DATA RECORDS –
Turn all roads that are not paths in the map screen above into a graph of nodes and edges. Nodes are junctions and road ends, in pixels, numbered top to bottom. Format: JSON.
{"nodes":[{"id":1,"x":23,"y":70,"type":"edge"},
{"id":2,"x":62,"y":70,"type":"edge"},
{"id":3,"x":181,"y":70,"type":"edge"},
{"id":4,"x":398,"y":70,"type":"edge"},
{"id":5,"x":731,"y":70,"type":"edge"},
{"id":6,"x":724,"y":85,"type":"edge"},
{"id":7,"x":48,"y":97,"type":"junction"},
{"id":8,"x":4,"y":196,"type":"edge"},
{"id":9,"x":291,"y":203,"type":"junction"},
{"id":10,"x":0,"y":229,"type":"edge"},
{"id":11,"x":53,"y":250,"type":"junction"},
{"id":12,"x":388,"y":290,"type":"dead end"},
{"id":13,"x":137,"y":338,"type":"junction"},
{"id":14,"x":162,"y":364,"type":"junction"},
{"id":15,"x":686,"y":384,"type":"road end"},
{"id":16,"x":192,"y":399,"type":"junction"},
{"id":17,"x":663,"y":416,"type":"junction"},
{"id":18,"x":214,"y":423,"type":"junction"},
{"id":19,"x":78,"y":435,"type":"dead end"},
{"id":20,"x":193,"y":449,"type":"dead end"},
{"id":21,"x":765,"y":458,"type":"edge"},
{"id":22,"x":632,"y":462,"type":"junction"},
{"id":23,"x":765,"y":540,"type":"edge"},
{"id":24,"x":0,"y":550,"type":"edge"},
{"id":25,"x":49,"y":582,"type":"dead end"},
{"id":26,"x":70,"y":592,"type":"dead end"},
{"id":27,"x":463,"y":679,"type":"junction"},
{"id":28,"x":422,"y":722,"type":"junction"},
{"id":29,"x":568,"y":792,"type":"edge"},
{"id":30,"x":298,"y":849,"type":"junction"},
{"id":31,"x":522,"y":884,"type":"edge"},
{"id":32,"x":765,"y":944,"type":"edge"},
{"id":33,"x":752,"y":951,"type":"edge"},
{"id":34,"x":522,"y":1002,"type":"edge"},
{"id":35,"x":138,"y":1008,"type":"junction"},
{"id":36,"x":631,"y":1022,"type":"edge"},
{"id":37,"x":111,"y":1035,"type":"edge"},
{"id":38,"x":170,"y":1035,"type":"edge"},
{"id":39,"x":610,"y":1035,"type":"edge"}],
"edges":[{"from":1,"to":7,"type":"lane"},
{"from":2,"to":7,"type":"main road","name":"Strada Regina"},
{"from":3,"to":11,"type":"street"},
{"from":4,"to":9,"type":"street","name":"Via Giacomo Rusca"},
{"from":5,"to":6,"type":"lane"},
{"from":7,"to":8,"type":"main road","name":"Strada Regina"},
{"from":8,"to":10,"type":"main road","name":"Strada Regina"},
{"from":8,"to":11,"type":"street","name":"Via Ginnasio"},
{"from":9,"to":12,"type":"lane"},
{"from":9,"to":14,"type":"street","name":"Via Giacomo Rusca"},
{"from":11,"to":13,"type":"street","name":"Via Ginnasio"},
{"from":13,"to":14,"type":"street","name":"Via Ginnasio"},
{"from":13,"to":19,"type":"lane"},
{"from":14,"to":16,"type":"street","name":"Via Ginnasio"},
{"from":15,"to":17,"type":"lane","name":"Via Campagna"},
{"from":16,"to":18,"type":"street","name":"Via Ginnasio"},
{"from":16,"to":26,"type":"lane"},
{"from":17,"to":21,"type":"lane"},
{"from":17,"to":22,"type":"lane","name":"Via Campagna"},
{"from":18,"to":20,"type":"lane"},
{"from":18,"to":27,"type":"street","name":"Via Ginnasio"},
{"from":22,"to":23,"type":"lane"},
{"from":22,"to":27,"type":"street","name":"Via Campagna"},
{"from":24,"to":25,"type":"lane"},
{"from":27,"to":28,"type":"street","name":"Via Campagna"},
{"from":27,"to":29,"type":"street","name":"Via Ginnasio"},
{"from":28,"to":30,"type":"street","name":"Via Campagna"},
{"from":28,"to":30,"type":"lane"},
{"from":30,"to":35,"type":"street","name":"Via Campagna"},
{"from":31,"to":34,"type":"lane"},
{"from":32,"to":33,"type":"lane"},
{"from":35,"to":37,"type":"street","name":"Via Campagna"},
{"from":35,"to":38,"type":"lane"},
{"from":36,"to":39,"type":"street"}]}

TASK STATEMENT –
Set down the records above once more, exactly as given.

RESULT –
Turn all roads that are not paths in the map screen above into a graph of nodes and edges. Nodes are junctions and road ends, in pixels, numbered top to bottom. Format: JSON.
{"nodes":[{"id":1,"x":23,"y":70,"type":"edge"},
{"id":2,"x":62,"y":70,"type":"edge"},
{"id":3,"x":181,"y":70,"type":"edge"},
{"id":4,"x":398,"y":70,"type":"edge"},
{"id":5,"x":731,"y":70,"type":"edge"},
{"id":6,"x":724,"y":85,"type":"edge"},
{"id":7,"x":48,"y":97,"type":"junction"},
{"id":8,"x":4,"y":196,"type":"edge"},
{"id":9,"x":291,"y":203,"type":"junction"},
{"id":10,"x":0,"y":229,"type":"edge"},
{"id":11,"x":53,"y":250,"type":"junction"},
{"id":12,"x":388,"y":290,"type":"dead end"},
{"id":13,"x":137,"y":338,"type":"junction"},
{"id":14,"x":162,"y":364,"type":"junction"},
{"id":15,"x":686,"y":384,"type":"road end"},
{"id":16,"x":192,"y":399,"type":"junction"},
{"id":17,"x":663,"y":416,"type":"junction"},
{"id":18,"x":214,"y":423,"type":"junction"},
{"id":19,"x":78,"y":435,"type":"dead end"},
{"id":20,"x":193,"y":449,"type":"dead end"},
{"id":21,"x":765,"y":458,"type":"edge"},
{"id":22,"x":632,"y":462,"type":"junction"},
{"id":23,"x":765,"y":540,"type":"edge"},
{"id":24,"x":0,"y":550,"type":"edge"},
{"id":25,"x":49,"y":582,"type":"dead end"},
{"id":26,"x":70,"y":592,"type":"dead end"},
{"id":27,"x":463,"y":679,"type":"junction"},
{"id":28,"x":422,"y":722,"type":"junction"},
{"id":29,"x":568,"y":792,"type":"edge"},
{"id":30,"x":298,"y":849,"type":"junction"},
{"id":31,"x":522,"y":884,"type":"edge"},
{"id":32,"x":765,"y":944,"type":"edge"},
{"id":33,"x":752,"y":951,"type":"edge"},
{"id":34,"x":522,"y":1002,"type":"edge"},
{"id":35,"x":138,"y":1008,"type":"junction"},
{"id":36,"x":631,"y":1022,"type":"edge"},
{"id":37,"x":111,"y":1035,"type":"edge"},
{"id":38,"x":170,"y":1035,"type":"edge"},
{"id":39,"x":610,"y":1035,"type":"edge"}],
"edges":[{"from":1,"to":7,"type":"lane"},
{"from":2,"to":7,"type":"main road","name":"Strada Regina"},
{"from":3,"to":11,"type":"street"},
{"from":4,"to":9,"type":"street","name":"Via Giacomo Rusca"},
{"from":5,"to":6,"type":"lane"},
{"from":7,"to":8,"type":"main road","name":"Strada Regina"},
{"from":8,"to":10,"type":"main road","name":"Strada Regina"},
{"from":8,"to":11,"type":"street","name":"Via Ginnasio"},
{"from":9,"to":12,"type":"lane"},
{"from":9,"to":14,"type":"street","name":"Via Giacomo Rusca"},
{"from":11,"to":13,"type":"street","name":"Via Ginnasio"},
{"from":13,"to":14,"type":"street","name":"Via Ginnasio"},
{"from":13,"to":19,"type":"lane"},
{"from":14,"to":16,"type":"street","name":"Via Ginnasio"},
{"from":15,"to":17,"type":"lane","name":"Via Campagna"},
{"from":16,"to":18,"type":"street","name":"Via Ginnasio"},
{"from":16,"to":26,"type":"lane"},
{"from":17,"to":21,"type":"lane"},
{"from":17,"to":22,"type":"lane","name":"Via Campagna"},
{"from":18,"to":20,"type":"lane"},
{"from":18,"to":27,"type":"street","name":"Via Ginnasio"},
{"from":22,"to":23,"type":"lane"},
{"from":22,"to":27,"type":"street","name":"Via Campagna"},
{"from":24,"to":25,"type":"lane"},
{"from":27,"to":28,"type":"street","name":"Via Campagna"},
{"from":27,"to":29,"type":"street","name":"Via Ginnasio"},
{"from":28,"to":30,"type":"street","name":"Via Campagna"},
{"from":28,"to":30,"type":"lane"},
{"from":30,"to":35,"type":"street","name":"Via Campagna"},
{"from":31,"to":34,"type":"lane"},
{"from":32,"to":33,"type":"lane"},
{"from":35,"to":37,"type":"street","name":"Via Campagna"},
{"from":35,"to":38,"type":"lane"},
{"from":36,"to":39,"type":"street"}]}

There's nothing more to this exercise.